At 04:38 PM 9/14/99 -0400, phong wrote:
>Does anybody know which issue this was ?  Thanks in advance,

Long time ago. In fact it was two covers that were modified. The pyramid of 
Giza was moved so the photo would fit better on the cover.

No one ever criticizes the fact that the guy paid a camel driver to drive 
his camels back and forth several times in front of the pyramid, or used an 
amber gel, it just bothers them that they used a Scitex (which was in the 
map department, they didn't have their own digital imaging stuff at the time).

The other photo was adding water to the top of a picture of a man carrying 
a sewing machine on his shoulder through flood waters of Bangladesh or 
Pakistan or somewhere in that area.

National Geographic's reasoning at the time (which was flawed) was that the 
cover is advertising, and not content, so it didn't seem to them to be 
subject to the same ethical rules.
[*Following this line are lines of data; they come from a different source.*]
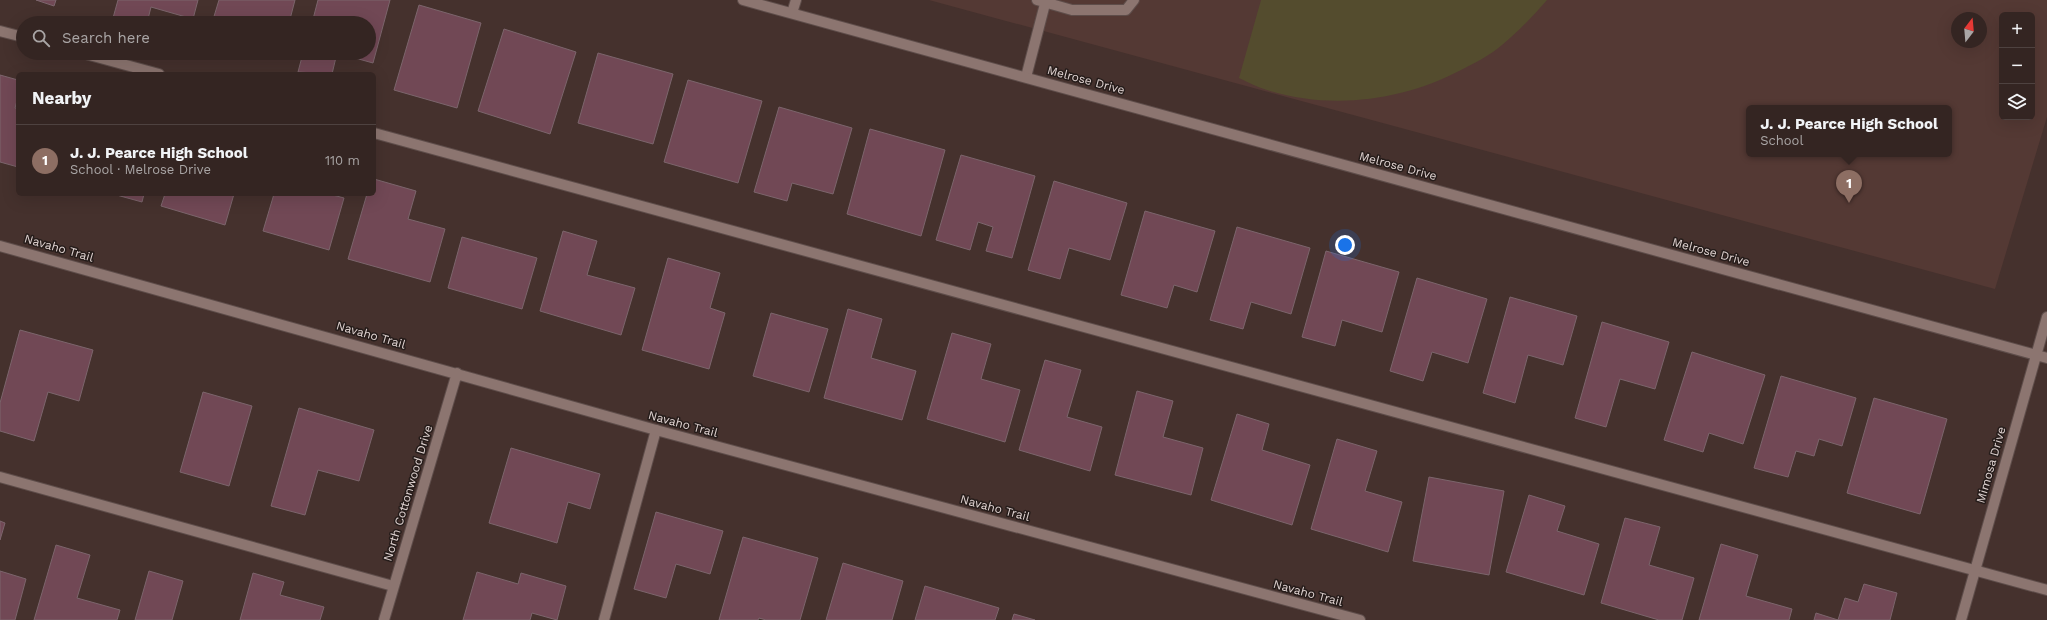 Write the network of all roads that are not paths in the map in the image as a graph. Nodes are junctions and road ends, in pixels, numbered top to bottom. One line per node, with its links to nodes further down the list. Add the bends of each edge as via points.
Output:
1 (743, 0): 5 (street, Melrose Drive)
2 (796, 0): 5 (street)
3 (1134, 0): 4 (street, via 1126,10 1072,10)
4 (1043, 1): 10 (street)
5 (792, 13): 10 (street, Melrose Drive)
6 (0, 31): 7 (street)
7 (16, 35)
8 (108, 60): 9 (street)
9 (152, 72)
10 (1026, 77): 14 (street, Melrose Drive)
11 (376, 134): 19 (street)
12 (0, 246): 16 (street, Navaho Trail)
13 (2047, 317): 14 (street, Mimosa Drive)
14 (2036, 354): 15 (street, Melrose Drive); 19 (street, Mimosa Drive)
15 (2047, 358)
16 (457, 373): 17 (street, Navaho Trail); 20 (street, North Cottonwood Drive)
17 (656, 430): 23 (street); 24 (street, Navaho Trail)
18 (0, 477): 20 (street)
19 (1975, 571): 21 (street); 25 (street, Mimosa Drive)
20 (394, 586): 22 (street, North Cottonwood Drive)
21 (2047, 590)
22 (384, 620)
23 (604, 620)
24 (1360, 620)
25 (1961, 620) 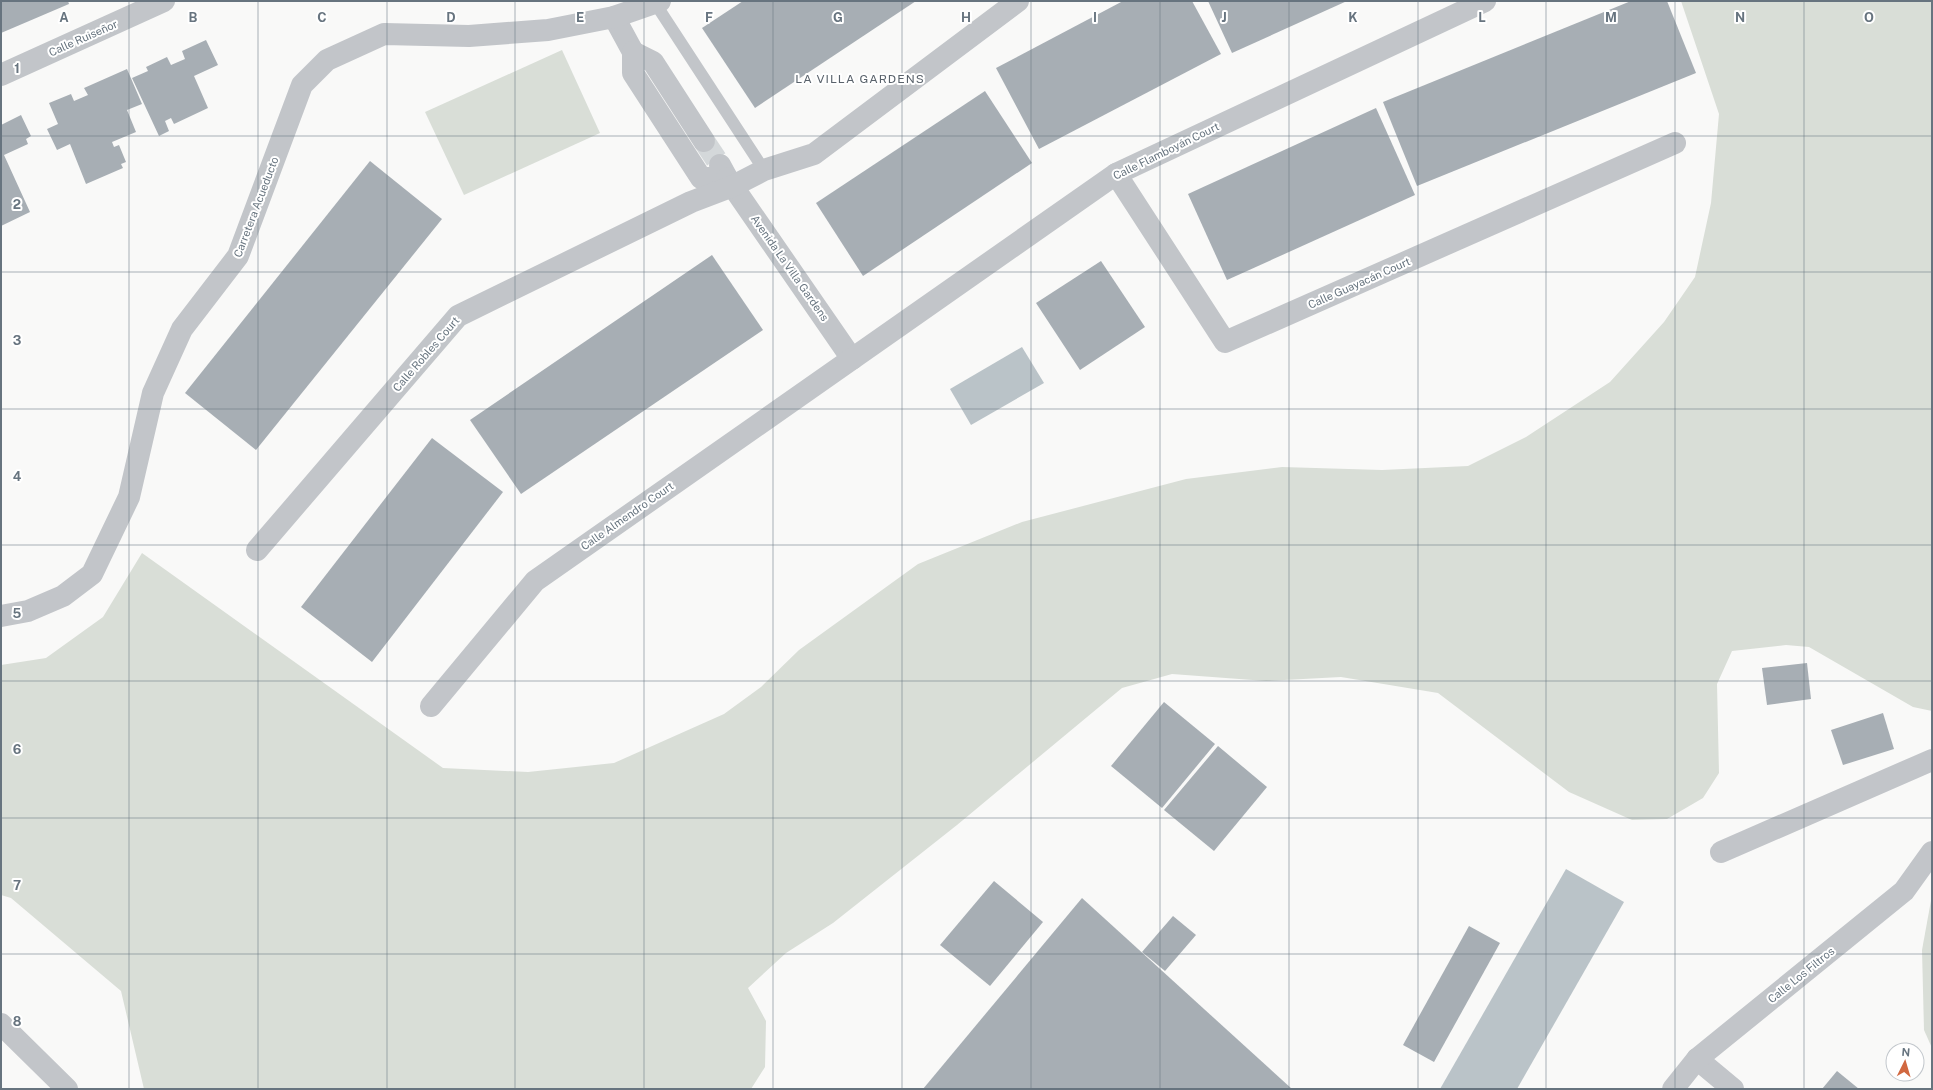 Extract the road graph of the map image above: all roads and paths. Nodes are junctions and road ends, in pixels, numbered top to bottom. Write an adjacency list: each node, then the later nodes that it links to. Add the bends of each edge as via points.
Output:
1 (164, 1): 7 (street, Calle Ruiseñor)
2 (1018, 1): 10 (street, Calle Robles Court, via 814,154)
3 (1486, 1): 11 (street, Calle Flamboyán Court)
4 (658, 2): 5 (street, Carretera Acueducto); 10 (lane)
5 (614, 17): 6 (street); 15 (street, Carretera Acueducto, via 548,30 469,36 384,34 327,60 302,85 238,256 182,328 153,393 129,497 92,574 63,596 28,611)
6 (632, 52): 8 (street, via 653,62); 12 (street, via 633,73 701,178)
7 (1, 75)
8 (704, 141)
9 (1676, 143): 11 (street, Calle Guayacán Court, via 1225,342)
10 (764, 170): 12 (street, Calle Robles Court)
11 (1116, 174): 13 (street, Calle Flamboyán Court)
12 (727, 176): 13 (street, Avenida La Villa Gardens); 14 (street, Calle Robles Court, via 691,202 458,316)
13 (852, 359): 16 (street, Calle Almendro Court, via 535,581)
14 (257, 550)
15 (1, 616)
16 (431, 706)
17 (1932, 760): 18 (street)
18 (1720, 852)
19 (1932, 852): 21 (street, Calle Los Filtros, via 1904,891)
20 (1, 1024): 22 (street)
21 (1697, 1059): 23 (street, Calle Los Filtros); 24 (street)
22 (67, 1089)
23 (1673, 1089)
24 (1733, 1089)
They got such a backlash from the 
journalism community and public they were taken aback. They pledged it 
would never happen again. And as far as anyone knows, it hasn't. I got that 
from the horse's mouth. Rich Clarkson, former director of photography at 
National Geographic.

Photographs could always be manipulated. Airbrushing has been around for 
decades. There is no less reason to trust photos now as then. It has always 
been the journalist you must trust, not the photograph.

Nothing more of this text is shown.